Personnel (Past, Present): Mohammed Aabed, Gukyeong Kwon, Ghassan AlRegib
Goal: To objectively analyze the quality of a video by studying the impact of network losses on HEVC videos and the resulting error propagation. Motion estimation features such as optical flow descriptors, power spectral density and SSIM are used as perceptual video quality assessment metrics for evaluating video quality.
Challenges: The paramount coding performance of HEVC comes at the expense of a more complex encoding operation compared with AVC. HEVC introduces the coding unit tree (CTU) structure which allows more flexibility for coding, transform, and prediction modes. These features make the bitstream and the decoded sequence more sensitive to errors and losses due to the higher level of data dependency. This introduces more challenges in terms of video quality assessment and monitoring, error concealment, etc. Also, DMOS is then used as a ground-truth to measure the accuracy of PVQA schemes and metrics. However, this abstracts a huge four-dimensional correlated signal (video) into a single floating number (DMOS score). Hence, interpreting the correlation between video features and the perceptual visual quality becomes a tedious task with ambiguous operational blocks.

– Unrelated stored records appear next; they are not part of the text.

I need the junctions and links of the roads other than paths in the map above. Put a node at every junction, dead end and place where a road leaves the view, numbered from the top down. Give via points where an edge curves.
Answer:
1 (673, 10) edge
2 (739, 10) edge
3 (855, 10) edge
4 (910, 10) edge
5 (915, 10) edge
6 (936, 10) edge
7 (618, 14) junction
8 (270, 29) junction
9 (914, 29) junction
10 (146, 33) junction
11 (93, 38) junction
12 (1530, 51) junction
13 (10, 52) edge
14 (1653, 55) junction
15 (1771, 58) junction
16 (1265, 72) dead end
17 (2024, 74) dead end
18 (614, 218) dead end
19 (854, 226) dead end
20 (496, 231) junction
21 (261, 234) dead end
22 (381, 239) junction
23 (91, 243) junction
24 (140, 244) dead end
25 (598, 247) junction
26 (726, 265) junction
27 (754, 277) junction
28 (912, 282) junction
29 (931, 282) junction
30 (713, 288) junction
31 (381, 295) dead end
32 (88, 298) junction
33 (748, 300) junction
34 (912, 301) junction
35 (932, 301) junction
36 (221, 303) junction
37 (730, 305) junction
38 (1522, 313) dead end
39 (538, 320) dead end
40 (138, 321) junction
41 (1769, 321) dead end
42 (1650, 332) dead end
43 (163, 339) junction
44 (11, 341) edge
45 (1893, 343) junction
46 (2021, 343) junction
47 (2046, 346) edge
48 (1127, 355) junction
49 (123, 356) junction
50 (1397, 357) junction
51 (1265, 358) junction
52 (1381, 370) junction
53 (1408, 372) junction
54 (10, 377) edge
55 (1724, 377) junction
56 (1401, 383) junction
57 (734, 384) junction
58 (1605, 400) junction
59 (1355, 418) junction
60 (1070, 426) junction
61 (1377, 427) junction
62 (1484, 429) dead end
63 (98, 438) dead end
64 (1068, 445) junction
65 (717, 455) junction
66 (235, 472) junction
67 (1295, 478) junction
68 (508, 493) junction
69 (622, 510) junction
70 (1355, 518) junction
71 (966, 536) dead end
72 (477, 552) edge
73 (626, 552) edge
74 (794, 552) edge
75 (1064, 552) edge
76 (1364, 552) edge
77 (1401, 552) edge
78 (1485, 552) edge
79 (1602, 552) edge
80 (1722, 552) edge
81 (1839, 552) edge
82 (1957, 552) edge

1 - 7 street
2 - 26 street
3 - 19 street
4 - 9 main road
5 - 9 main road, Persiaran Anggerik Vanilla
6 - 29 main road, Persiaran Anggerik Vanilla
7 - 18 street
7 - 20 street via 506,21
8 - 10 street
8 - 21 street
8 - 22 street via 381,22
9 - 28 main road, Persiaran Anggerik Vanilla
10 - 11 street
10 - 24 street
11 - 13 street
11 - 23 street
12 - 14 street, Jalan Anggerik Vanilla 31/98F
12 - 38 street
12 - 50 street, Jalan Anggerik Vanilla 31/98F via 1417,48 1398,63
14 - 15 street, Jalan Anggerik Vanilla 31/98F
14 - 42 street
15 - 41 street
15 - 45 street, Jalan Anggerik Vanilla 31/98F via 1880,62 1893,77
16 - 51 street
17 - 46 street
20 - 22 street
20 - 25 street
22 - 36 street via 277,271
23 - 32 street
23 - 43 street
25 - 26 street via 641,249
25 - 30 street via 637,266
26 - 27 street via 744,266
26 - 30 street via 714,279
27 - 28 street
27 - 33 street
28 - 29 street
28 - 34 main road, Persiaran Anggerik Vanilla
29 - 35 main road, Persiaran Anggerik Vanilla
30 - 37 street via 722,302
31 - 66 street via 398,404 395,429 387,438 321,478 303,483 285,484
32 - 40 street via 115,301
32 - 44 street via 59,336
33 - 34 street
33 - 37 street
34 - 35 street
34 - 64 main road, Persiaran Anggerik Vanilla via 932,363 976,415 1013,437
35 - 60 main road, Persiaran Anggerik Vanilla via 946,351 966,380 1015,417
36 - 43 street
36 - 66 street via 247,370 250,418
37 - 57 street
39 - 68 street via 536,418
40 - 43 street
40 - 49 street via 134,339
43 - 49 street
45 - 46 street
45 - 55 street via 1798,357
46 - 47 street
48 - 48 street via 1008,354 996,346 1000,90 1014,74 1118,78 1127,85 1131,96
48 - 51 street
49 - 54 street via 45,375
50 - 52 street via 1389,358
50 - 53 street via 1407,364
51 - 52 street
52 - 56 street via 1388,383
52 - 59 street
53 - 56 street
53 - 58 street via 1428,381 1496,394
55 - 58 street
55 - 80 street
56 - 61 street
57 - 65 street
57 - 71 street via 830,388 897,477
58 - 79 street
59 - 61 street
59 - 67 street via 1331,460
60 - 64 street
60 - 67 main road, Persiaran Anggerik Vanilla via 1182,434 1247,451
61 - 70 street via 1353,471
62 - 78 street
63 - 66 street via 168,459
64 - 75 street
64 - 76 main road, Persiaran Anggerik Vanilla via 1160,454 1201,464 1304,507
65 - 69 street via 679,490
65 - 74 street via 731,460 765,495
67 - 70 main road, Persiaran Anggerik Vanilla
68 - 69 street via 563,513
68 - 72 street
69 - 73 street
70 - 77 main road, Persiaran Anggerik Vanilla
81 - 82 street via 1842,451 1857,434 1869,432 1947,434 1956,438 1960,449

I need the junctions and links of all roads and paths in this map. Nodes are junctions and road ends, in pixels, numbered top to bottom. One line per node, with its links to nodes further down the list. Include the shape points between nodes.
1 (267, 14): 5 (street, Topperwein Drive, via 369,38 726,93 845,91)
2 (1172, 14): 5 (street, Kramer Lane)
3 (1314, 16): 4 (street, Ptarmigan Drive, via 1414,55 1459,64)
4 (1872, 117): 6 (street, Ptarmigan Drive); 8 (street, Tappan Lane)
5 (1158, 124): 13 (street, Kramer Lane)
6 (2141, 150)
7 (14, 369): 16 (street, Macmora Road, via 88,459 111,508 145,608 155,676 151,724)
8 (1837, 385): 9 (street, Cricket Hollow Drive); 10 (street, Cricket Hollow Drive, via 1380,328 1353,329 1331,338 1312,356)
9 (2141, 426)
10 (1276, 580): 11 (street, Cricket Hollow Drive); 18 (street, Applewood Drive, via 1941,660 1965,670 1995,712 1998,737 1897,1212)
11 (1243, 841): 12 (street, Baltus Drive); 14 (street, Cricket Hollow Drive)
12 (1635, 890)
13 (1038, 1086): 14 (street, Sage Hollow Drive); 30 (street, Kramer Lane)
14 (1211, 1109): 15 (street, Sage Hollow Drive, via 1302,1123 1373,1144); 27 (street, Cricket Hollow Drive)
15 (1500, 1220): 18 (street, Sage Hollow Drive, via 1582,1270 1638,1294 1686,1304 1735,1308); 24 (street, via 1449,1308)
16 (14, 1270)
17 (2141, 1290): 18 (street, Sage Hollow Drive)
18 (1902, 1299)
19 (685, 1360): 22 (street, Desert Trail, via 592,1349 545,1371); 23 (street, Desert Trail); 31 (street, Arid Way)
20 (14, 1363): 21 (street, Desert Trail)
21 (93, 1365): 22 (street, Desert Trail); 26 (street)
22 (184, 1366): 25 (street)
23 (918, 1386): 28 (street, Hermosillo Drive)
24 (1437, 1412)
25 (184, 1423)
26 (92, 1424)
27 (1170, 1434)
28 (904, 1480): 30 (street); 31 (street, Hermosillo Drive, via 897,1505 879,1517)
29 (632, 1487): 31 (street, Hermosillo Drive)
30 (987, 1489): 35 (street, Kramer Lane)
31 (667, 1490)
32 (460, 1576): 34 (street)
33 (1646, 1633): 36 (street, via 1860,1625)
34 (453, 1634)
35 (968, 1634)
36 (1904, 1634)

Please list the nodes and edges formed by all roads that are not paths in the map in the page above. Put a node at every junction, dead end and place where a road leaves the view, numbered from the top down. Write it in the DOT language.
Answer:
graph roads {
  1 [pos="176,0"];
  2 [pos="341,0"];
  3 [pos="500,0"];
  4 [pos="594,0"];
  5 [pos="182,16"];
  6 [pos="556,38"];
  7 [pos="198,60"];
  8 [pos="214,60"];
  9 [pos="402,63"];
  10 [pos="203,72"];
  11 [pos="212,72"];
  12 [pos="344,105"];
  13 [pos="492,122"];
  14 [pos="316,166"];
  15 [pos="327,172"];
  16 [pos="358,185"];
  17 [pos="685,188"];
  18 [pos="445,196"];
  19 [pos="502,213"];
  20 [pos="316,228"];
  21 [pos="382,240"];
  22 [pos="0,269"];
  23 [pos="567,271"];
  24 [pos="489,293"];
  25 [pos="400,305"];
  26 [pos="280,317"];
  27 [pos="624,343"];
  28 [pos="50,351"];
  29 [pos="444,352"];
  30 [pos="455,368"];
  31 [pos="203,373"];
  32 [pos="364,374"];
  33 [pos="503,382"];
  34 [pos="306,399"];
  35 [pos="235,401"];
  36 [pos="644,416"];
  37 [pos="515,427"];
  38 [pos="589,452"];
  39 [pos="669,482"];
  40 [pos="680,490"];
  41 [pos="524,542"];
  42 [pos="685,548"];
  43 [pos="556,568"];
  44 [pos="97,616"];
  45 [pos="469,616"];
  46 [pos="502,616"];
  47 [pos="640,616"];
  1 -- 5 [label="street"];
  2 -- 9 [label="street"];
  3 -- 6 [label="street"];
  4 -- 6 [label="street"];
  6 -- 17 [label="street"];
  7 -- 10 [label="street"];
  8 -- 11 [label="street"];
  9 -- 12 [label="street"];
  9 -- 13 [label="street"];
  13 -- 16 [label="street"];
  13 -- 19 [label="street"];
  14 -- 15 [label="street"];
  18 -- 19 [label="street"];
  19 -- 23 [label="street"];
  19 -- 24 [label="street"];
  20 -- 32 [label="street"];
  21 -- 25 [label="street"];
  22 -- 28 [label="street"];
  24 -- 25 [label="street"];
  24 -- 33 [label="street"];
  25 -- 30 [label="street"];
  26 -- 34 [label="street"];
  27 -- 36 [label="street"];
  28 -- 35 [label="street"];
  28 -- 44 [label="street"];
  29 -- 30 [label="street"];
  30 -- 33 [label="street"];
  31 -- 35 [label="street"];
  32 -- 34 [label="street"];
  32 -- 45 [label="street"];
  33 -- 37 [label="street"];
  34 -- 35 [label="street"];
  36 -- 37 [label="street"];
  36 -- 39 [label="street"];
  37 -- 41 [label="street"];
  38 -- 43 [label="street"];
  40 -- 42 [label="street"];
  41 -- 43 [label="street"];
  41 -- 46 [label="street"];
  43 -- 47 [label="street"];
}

Our work: [1] estimates channel-induced distortion in the video assuming we have access to the decoded video only without access to the bitstream or the decoder. Our model does not make any assumptions on the coding conditions, network loss patterns or error concealment techniques. The proposed approach relies only on the temporal variations of the power spectrum across the decoded frames. In [2, 5] we introduce a perceptual quality assessment framework for streamed videos using optical flow features. This approach is a reduced-reference pixel-based and relies only on the deviation of the optical flow of the corrupted frames. This technique compares an optical flow descriptor from the received frame against the descriptor obtained from the anchor frame. This approach is suitable for videos with complex motion patterns. Our technique does not make any assumptions on the coding conditions, network loss patterns or error concealment techniques. In [3] We propose a perceptual video quality assessment (PVQA) metric for distorted videos by analyzing the power spectral density (PSD) of a group of pictures. This is an estimation approach that relies on the changes in video dynamic calculated in the frequency domain and are primarily caused by distortion. We obtain a feature map by processing a 3D PSD tensor obtained from a set of distorted frames. This is a full reference tempo spatial approach that considers both temporal and spatial PSD characteristics. We also investigate the challenge of distortion map feature selection and spatiotemporal pooling in perceptual video quality assessment (PVQA) [4]. We analyze three distortion maps representing different visual features spatially and temporally: squared error, local pixel-level SSIM, and absolute difference of optical flow magnitudes. We examine the performance of each of these maps with different spatial and temporal pooling strategies across three databases. We identify the most effective statistical pooling strategies spatially and temporally with respect to PVQA. We also show the most significant spatial and temporal features correlated with perception for every distortion/feature map.
References:
[1] M. Aabed and G. AlRegib, “No-Reference Quality Assessment of HEVC Videos in Loss-Prone Networks,” in IEEE International Conference on Acoustics, Speech and Signal Processing (ICASSP), Florence, Italy, May 4-9 2014.
[2] M. Aabed and G. AlRegib, “PeQASO: Perceptual Quality Assessment of Streamed Videos Using Optical Flow Features,” in IEEE Transactions on Broadcasting, 2018.
[3] M. A. Aabed, G. Kwon, and G. AlRegib, “Power of Tempospatially Unified Spectral Density for Perceptual Video Quality Assessment,” in IEEE International Conference on Multimedia and Expo (ICME), Hong Kong, 2017.
[4] M. Aabed and G. AlRegib, “Perceptual Video Quality Assessment: Spatiotemporal Pooling Strategies for Different Distortions and Visual Maps,” in IEEE International Workshop on Multimedia Signal Processing (MMSP), Montreal, Canada, Sep. 21-23 2016.
[5] M. Aabed and G. AlRegib, “Reduced-Reference Perceptual Quality Assessment for Video Streaming,” in IEEE International Conference on Image Processing (ICIP), Québec City, Canada, Sep. 27-30 2015.